RAW DATA.
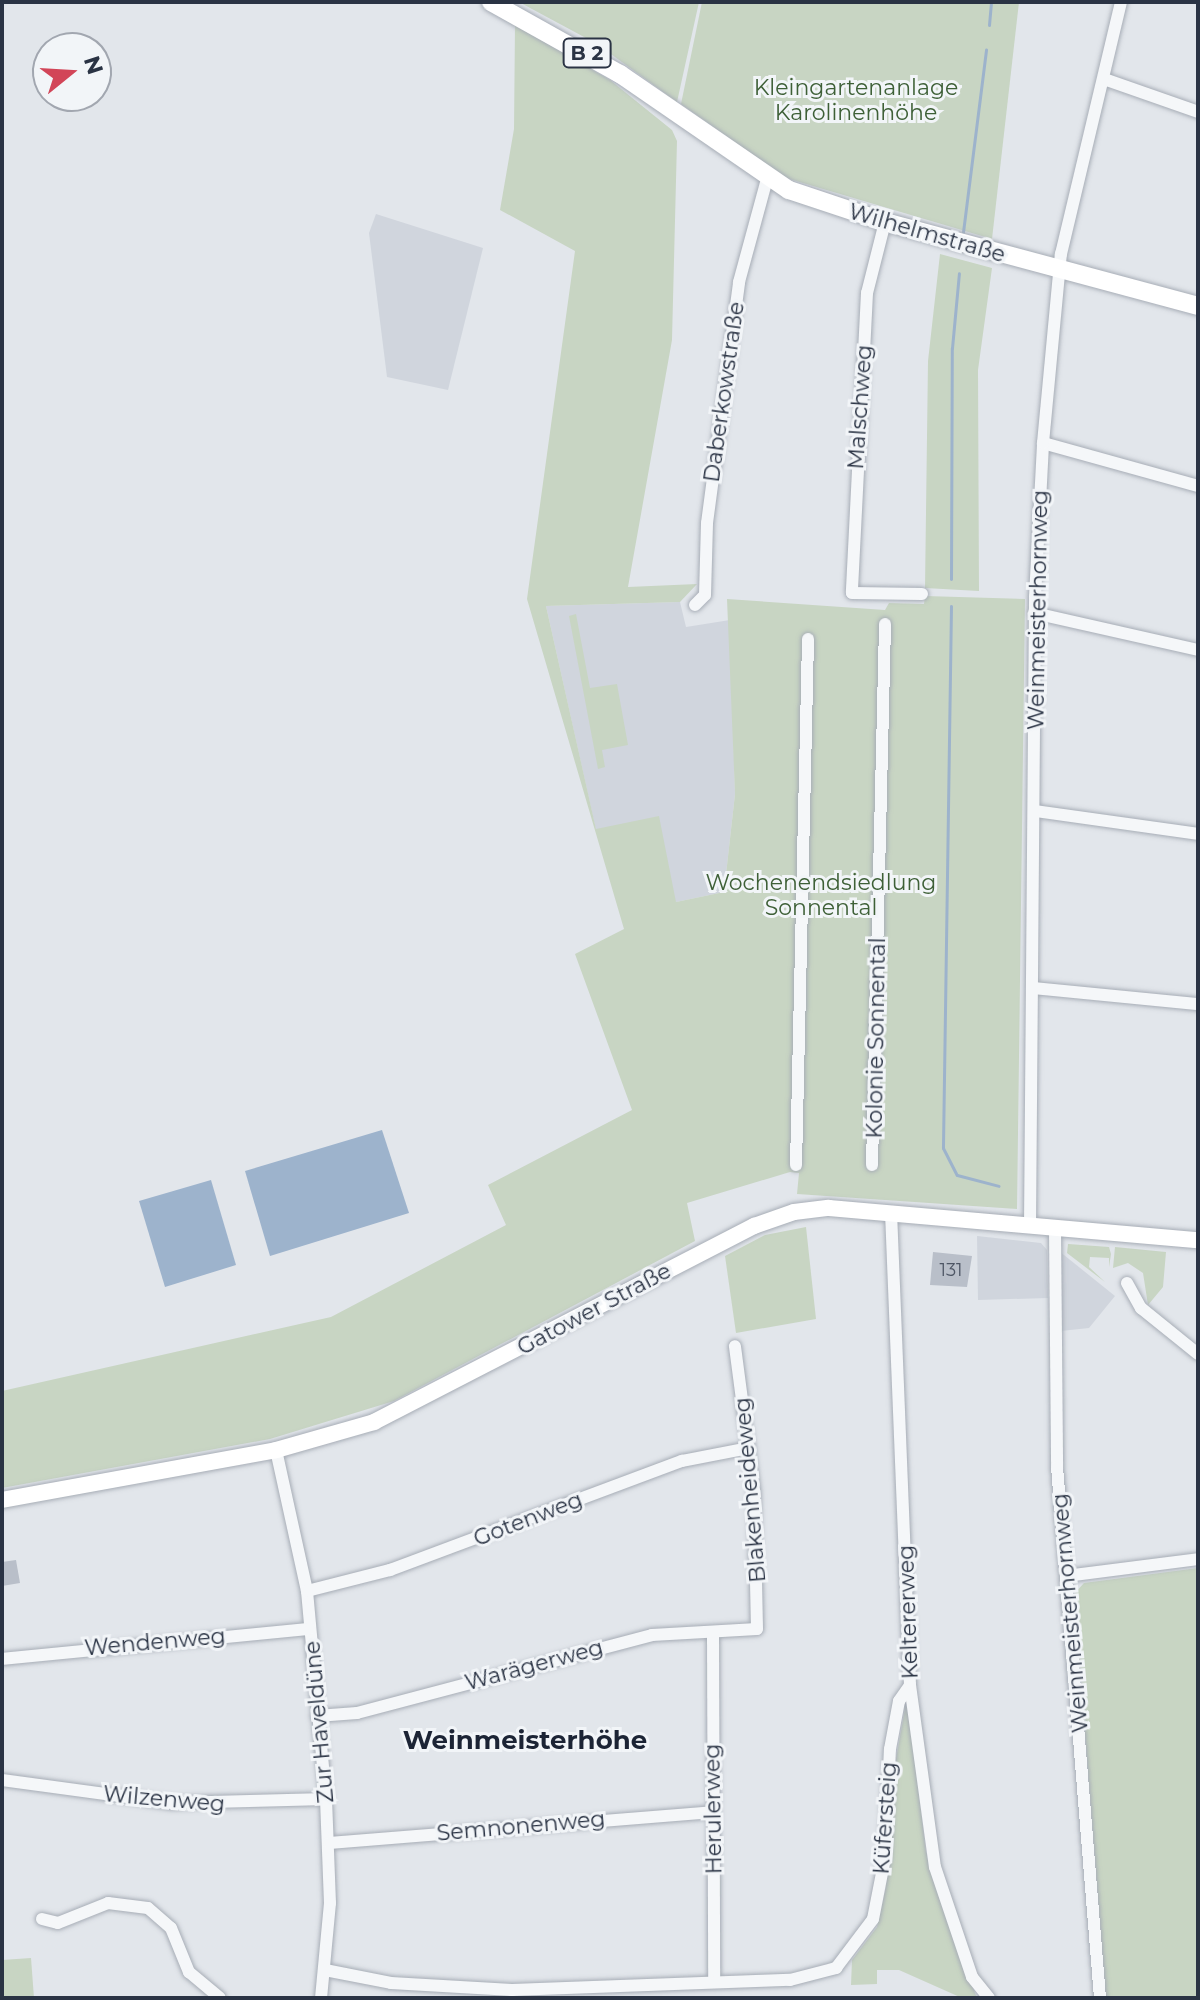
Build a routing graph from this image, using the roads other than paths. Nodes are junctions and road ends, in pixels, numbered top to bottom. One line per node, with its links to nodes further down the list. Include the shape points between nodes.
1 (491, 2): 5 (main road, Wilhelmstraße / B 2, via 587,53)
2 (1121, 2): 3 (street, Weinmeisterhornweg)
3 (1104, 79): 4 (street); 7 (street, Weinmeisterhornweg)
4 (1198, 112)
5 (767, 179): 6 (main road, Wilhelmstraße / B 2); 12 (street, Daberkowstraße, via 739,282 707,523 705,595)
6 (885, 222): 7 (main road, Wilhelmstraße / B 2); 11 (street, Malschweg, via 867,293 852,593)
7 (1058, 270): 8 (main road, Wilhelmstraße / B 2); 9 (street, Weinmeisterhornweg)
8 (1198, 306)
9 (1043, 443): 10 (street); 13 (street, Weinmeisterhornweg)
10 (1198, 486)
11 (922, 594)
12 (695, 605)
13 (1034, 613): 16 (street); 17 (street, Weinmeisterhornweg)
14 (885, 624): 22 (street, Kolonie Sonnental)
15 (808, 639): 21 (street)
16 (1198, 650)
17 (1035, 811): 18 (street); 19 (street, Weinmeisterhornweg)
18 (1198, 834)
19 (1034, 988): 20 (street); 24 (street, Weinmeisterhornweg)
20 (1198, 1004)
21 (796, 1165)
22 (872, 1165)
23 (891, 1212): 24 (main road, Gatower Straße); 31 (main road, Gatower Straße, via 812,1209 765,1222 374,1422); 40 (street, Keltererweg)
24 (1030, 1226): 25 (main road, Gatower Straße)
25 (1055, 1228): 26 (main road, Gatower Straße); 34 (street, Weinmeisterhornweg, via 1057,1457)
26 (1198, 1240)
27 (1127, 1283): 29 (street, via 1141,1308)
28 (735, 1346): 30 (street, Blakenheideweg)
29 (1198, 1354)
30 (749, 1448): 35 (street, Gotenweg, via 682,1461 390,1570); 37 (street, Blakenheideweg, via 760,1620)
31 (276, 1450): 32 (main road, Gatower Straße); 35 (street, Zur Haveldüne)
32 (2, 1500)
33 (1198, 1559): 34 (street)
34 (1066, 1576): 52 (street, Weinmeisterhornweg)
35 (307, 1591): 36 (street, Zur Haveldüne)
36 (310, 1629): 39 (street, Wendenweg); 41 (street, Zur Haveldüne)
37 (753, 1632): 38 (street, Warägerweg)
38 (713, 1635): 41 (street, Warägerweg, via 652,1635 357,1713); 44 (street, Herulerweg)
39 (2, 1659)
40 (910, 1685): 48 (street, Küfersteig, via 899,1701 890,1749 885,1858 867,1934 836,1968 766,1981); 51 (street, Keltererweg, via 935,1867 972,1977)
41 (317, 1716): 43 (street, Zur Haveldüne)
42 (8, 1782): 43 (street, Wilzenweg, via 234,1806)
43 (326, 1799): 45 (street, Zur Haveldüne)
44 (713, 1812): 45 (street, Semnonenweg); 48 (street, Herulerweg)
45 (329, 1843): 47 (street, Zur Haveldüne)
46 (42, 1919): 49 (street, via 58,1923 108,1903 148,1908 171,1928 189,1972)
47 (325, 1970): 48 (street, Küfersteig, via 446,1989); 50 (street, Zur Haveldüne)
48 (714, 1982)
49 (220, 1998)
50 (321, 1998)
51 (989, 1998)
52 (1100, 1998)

EXERCISE DETAILS. Return each record above as it stands. Pictures stay out.

WRITTEN REPLY.
Build a routing graph from this image, using the roads other than paths. Nodes are junctions and road ends, in pixels, numbered top to bottom. One line per node, with its links to nodes further down the list. Include the shape points between nodes.
1 (491, 2): 5 (main road, Wilhelmstraße / B 2, via 587,53)
2 (1121, 2): 3 (street, Weinmeisterhornweg)
3 (1104, 79): 4 (street); 7 (street, Weinmeisterhornweg)
4 (1198, 112)
5 (767, 179): 6 (main road, Wilhelmstraße / B 2); 12 (street, Daberkowstraße, via 739,282 707,523 705,595)
6 (885, 222): 7 (main road, Wilhelmstraße / B 2); 11 (street, Malschweg, via 867,293 852,593)
7 (1058, 270): 8 (main road, Wilhelmstraße / B 2); 9 (street, Weinmeisterhornweg)
8 (1198, 306)
9 (1043, 443): 10 (street); 13 (street, Weinmeisterhornweg)
10 (1198, 486)
11 (922, 594)
12 (695, 605)
13 (1034, 613): 16 (street); 17 (street, Weinmeisterhornweg)
14 (885, 624): 22 (street, Kolonie Sonnental)
15 (808, 639): 21 (street)
16 (1198, 650)
17 (1035, 811): 18 (street); 19 (street, Weinmeisterhornweg)
18 (1198, 834)
19 (1034, 988): 20 (street); 24 (street, Weinmeisterhornweg)
20 (1198, 1004)
21 (796, 1165)
22 (872, 1165)
23 (891, 1212): 24 (main road, Gatower Straße); 31 (main road, Gatower Straße, via 812,1209 765,1222 374,1422); 40 (street, Keltererweg)
24 (1030, 1226): 25 (main road, Gatower Straße)
25 (1055, 1228): 26 (main road, Gatower Straße); 34 (street, Weinmeisterhornweg, via 1057,1457)
26 (1198, 1240)
27 (1127, 1283): 29 (street, via 1141,1308)
28 (735, 1346): 30 (street, Blakenheideweg)
29 (1198, 1354)
30 (749, 1448): 35 (street, Gotenweg, via 682,1461 390,1570); 37 (street, Blakenheideweg, via 760,1620)
31 (276, 1450): 32 (main road, Gatower Straße); 35 (street, Zur Haveldüne)
32 (2, 1500)
33 (1198, 1559): 34 (street)
34 (1066, 1576): 52 (street, Weinmeisterhornweg)
35 (307, 1591): 36 (street, Zur Haveldüne)
36 (310, 1629): 39 (street, Wendenweg); 41 (street, Zur Haveldüne)
37 (753, 1632): 38 (street, Warägerweg)
38 (713, 1635): 41 (street, Warägerweg, via 652,1635 357,1713); 44 (street, Herulerweg)
39 (2, 1659)
40 (910, 1685): 48 (street, Küfersteig, via 899,1701 890,1749 885,1858 867,1934 836,1968 766,1981); 51 (street, Keltererweg, via 935,1867 972,1977)
41 (317, 1716): 43 (street, Zur Haveldüne)
42 (8, 1782): 43 (street, Wilzenweg, via 234,1806)
43 (326, 1799): 45 (street, Zur Haveldüne)
44 (713, 1812): 45 (street, Semnonenweg); 48 (street, Herulerweg)
45 (329, 1843): 47 (street, Zur Haveldüne)
46 (42, 1919): 49 (street, via 58,1923 108,1903 148,1908 171,1928 189,1972)
47 (325, 1970): 48 (street, Küfersteig, via 446,1989); 50 (street, Zur Haveldüne)
48 (714, 1982)
49 (220, 1998)
50 (321, 1998)
51 (989, 1998)
52 (1100, 1998)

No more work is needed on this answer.